> **To do**
What you return should match the data below exactly, line for line.

> **Supplied entries**
►

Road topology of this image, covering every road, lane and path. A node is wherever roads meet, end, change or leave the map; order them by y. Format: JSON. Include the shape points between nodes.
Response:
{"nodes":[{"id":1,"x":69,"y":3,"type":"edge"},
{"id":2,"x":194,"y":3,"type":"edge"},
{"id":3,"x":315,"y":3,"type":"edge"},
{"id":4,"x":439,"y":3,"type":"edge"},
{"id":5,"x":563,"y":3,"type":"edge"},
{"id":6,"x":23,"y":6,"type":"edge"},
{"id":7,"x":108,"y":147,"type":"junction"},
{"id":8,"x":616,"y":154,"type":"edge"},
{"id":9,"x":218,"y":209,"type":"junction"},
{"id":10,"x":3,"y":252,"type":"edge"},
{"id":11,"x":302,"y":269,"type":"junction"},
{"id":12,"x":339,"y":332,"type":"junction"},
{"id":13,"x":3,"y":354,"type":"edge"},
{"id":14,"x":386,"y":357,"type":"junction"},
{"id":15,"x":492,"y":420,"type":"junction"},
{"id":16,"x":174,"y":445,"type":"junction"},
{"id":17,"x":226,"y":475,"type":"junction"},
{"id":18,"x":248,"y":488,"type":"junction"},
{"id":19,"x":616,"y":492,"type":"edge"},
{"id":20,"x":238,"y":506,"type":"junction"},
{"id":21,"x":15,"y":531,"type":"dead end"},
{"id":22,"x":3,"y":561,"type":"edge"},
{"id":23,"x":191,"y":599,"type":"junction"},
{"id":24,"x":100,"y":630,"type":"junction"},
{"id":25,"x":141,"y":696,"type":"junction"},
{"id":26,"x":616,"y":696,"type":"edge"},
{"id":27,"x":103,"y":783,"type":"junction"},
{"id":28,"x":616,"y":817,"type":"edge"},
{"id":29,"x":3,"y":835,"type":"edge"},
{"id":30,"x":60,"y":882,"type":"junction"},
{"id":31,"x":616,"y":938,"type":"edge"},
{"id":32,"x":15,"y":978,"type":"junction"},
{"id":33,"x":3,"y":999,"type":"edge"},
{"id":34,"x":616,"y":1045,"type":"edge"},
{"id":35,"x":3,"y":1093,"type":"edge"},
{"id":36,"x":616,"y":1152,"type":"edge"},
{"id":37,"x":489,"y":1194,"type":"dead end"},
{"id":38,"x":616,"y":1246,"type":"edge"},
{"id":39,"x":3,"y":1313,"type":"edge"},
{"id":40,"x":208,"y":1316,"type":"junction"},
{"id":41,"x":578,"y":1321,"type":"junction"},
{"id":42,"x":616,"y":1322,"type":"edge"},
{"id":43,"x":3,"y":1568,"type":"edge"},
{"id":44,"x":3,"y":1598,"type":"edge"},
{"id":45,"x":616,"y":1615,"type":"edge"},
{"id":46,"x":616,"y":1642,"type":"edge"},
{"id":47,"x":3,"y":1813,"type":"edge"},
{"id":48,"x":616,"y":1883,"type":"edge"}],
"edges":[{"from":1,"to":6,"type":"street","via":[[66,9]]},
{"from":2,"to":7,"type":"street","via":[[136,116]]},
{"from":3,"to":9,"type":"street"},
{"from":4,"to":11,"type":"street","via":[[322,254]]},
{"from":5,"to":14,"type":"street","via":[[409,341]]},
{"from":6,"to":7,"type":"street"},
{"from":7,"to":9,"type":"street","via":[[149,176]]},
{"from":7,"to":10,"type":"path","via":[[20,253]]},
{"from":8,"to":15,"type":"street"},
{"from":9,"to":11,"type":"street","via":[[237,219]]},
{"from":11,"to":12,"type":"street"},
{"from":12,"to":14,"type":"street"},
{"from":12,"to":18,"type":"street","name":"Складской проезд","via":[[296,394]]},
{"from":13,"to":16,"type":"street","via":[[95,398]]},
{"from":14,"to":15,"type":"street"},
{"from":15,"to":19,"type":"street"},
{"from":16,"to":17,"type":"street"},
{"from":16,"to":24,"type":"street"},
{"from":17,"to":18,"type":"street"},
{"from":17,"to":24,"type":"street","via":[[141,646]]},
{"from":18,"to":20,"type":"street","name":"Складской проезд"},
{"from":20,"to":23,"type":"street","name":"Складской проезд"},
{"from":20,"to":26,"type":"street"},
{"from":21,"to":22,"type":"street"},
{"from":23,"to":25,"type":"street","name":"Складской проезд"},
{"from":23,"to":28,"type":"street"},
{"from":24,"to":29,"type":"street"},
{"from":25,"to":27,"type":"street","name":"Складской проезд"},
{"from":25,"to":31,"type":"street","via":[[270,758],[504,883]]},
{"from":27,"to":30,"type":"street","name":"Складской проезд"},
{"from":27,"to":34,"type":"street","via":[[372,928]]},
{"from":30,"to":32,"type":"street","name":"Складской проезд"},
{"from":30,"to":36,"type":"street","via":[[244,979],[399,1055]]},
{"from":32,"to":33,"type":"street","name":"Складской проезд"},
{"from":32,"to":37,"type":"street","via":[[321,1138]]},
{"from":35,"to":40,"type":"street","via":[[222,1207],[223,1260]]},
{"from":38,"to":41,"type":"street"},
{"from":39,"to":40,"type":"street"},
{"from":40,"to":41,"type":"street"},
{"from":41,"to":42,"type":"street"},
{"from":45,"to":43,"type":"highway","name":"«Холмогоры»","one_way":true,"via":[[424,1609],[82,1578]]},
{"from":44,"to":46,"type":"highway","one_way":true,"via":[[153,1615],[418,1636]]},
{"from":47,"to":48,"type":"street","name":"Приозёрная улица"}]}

◄

> **Answer space**
Road topology of this image, covering every road, lane and path. A node is wherever roads meet, end, change or leave the map; order them by y. Format: JSON. Include the shape points between nodes.
Response:
{"nodes":[{"id":1,"x":69,"y":3,"type":"edge"},
{"id":2,"x":194,"y":3,"type":"edge"},
{"id":3,"x":315,"y":3,"type":"edge"},
{"id":4,"x":439,"y":3,"type":"edge"},
{"id":5,"x":563,"y":3,"type":"edge"},
{"id":6,"x":23,"y":6,"type":"edge"},
{"id":7,"x":108,"y":147,"type":"junction"},
{"id":8,"x":616,"y":154,"type":"edge"},
{"id":9,"x":218,"y":209,"type":"junction"},
{"id":10,"x":3,"y":252,"type":"edge"},
{"id":11,"x":302,"y":269,"type":"junction"},
{"id":12,"x":339,"y":332,"type":"junction"},
{"id":13,"x":3,"y":354,"type":"edge"},
{"id":14,"x":386,"y":357,"type":"junction"},
{"id":15,"x":492,"y":420,"type":"junction"},
{"id":16,"x":174,"y":445,"type":"junction"},
{"id":17,"x":226,"y":475,"type":"junction"},
{"id":18,"x":248,"y":488,"type":"junction"},
{"id":19,"x":616,"y":492,"type":"edge"},
{"id":20,"x":238,"y":506,"type":"junction"},
{"id":21,"x":15,"y":531,"type":"dead end"},
{"id":22,"x":3,"y":561,"type":"edge"},
{"id":23,"x":191,"y":599,"type":"junction"},
{"id":24,"x":100,"y":630,"type":"junction"},
{"id":25,"x":141,"y":696,"type":"junction"},
{"id":26,"x":616,"y":696,"type":"edge"},
{"id":27,"x":103,"y":783,"type":"junction"},
{"id":28,"x":616,"y":817,"type":"edge"},
{"id":29,"x":3,"y":835,"type":"edge"},
{"id":30,"x":60,"y":882,"type":"junction"},
{"id":31,"x":616,"y":938,"type":"edge"},
{"id":32,"x":15,"y":978,"type":"junction"},
{"id":33,"x":3,"y":999,"type":"edge"},
{"id":34,"x":616,"y":1045,"type":"edge"},
{"id":35,"x":3,"y":1093,"type":"edge"},
{"id":36,"x":616,"y":1152,"type":"edge"},
{"id":37,"x":489,"y":1194,"type":"dead end"},
{"id":38,"x":616,"y":1246,"type":"edge"},
{"id":39,"x":3,"y":1313,"type":"edge"},
{"id":40,"x":208,"y":1316,"type":"junction"},
{"id":41,"x":578,"y":1321,"type":"junction"},
{"id":42,"x":616,"y":1322,"type":"edge"},
{"id":43,"x":3,"y":1568,"type":"edge"},
{"id":44,"x":3,"y":1598,"type":"edge"},
{"id":45,"x":616,"y":1615,"type":"edge"},
{"id":46,"x":616,"y":1642,"type":"edge"},
{"id":47,"x":3,"y":1813,"type":"edge"},
{"id":48,"x":616,"y":1883,"type":"edge"}],
"edges":[{"from":1,"to":6,"type":"street","via":[[66,9]]},
{"from":2,"to":7,"type":"street","via":[[136,116]]},
{"from":3,"to":9,"type":"street"},
{"from":4,"to":11,"type":"street","via":[[322,254]]},
{"from":5,"to":14,"type":"street","via":[[409,341]]},
{"from":6,"to":7,"type":"street"},
{"from":7,"to":9,"type":"street","via":[[149,176]]},
{"from":7,"to":10,"type":"path","via":[[20,253]]},
{"from":8,"to":15,"type":"street"},
{"from":9,"to":11,"type":"street","via":[[237,219]]},
{"from":11,"to":12,"type":"street"},
{"from":12,"to":14,"type":"street"},
{"from":12,"to":18,"type":"street","name":"Складской проезд","via":[[296,394]]},
{"from":13,"to":16,"type":"street","via":[[95,398]]},
{"from":14,"to":15,"type":"street"},
{"from":15,"to":19,"type":"street"},
{"from":16,"to":17,"type":"street"},
{"from":16,"to":24,"type":"street"},
{"from":17,"to":18,"type":"street"},
{"from":17,"to":24,"type":"street","via":[[141,646]]},
{"from":18,"to":20,"type":"street","name":"Складской проезд"},
{"from":20,"to":23,"type":"street","name":"Складской проезд"},
{"from":20,"to":26,"type":"street"},
{"from":21,"to":22,"type":"street"},
{"from":23,"to":25,"type":"street","name":"Складской проезд"},
{"from":23,"to":28,"type":"street"},
{"from":24,"to":29,"type":"street"},
{"from":25,"to":27,"type":"street","name":"Складской проезд"},
{"from":25,"to":31,"type":"street","via":[[270,758],[504,883]]},
{"from":27,"to":30,"type":"street","name":"Складской проезд"},
{"from":27,"to":34,"type":"street","via":[[372,928]]},
{"from":30,"to":32,"type":"street","name":"Складской проезд"},
{"from":30,"to":36,"type":"street","via":[[244,979],[399,1055]]},
{"from":32,"to":33,"type":"street","name":"Складской проезд"},
{"from":32,"to":37,"type":"street","via":[[321,1138]]},
{"from":35,"to":40,"type":"street","via":[[222,1207],[223,1260]]},
{"from":38,"to":41,"type":"street"},
{"from":39,"to":40,"type":"street"},
{"from":40,"to":41,"type":"street"},
{"from":41,"to":42,"type":"street"},
{"from":45,"to":43,"type":"highway","name":"«Холмогоры»","one_way":true,"via":[[424,1609],[82,1578]]},
{"from":44,"to":46,"type":"highway","one_way":true,"via":[[153,1615],[418,1636]]},
{"from":47,"to":48,"type":"street","name":"Приозёрная улица"}]}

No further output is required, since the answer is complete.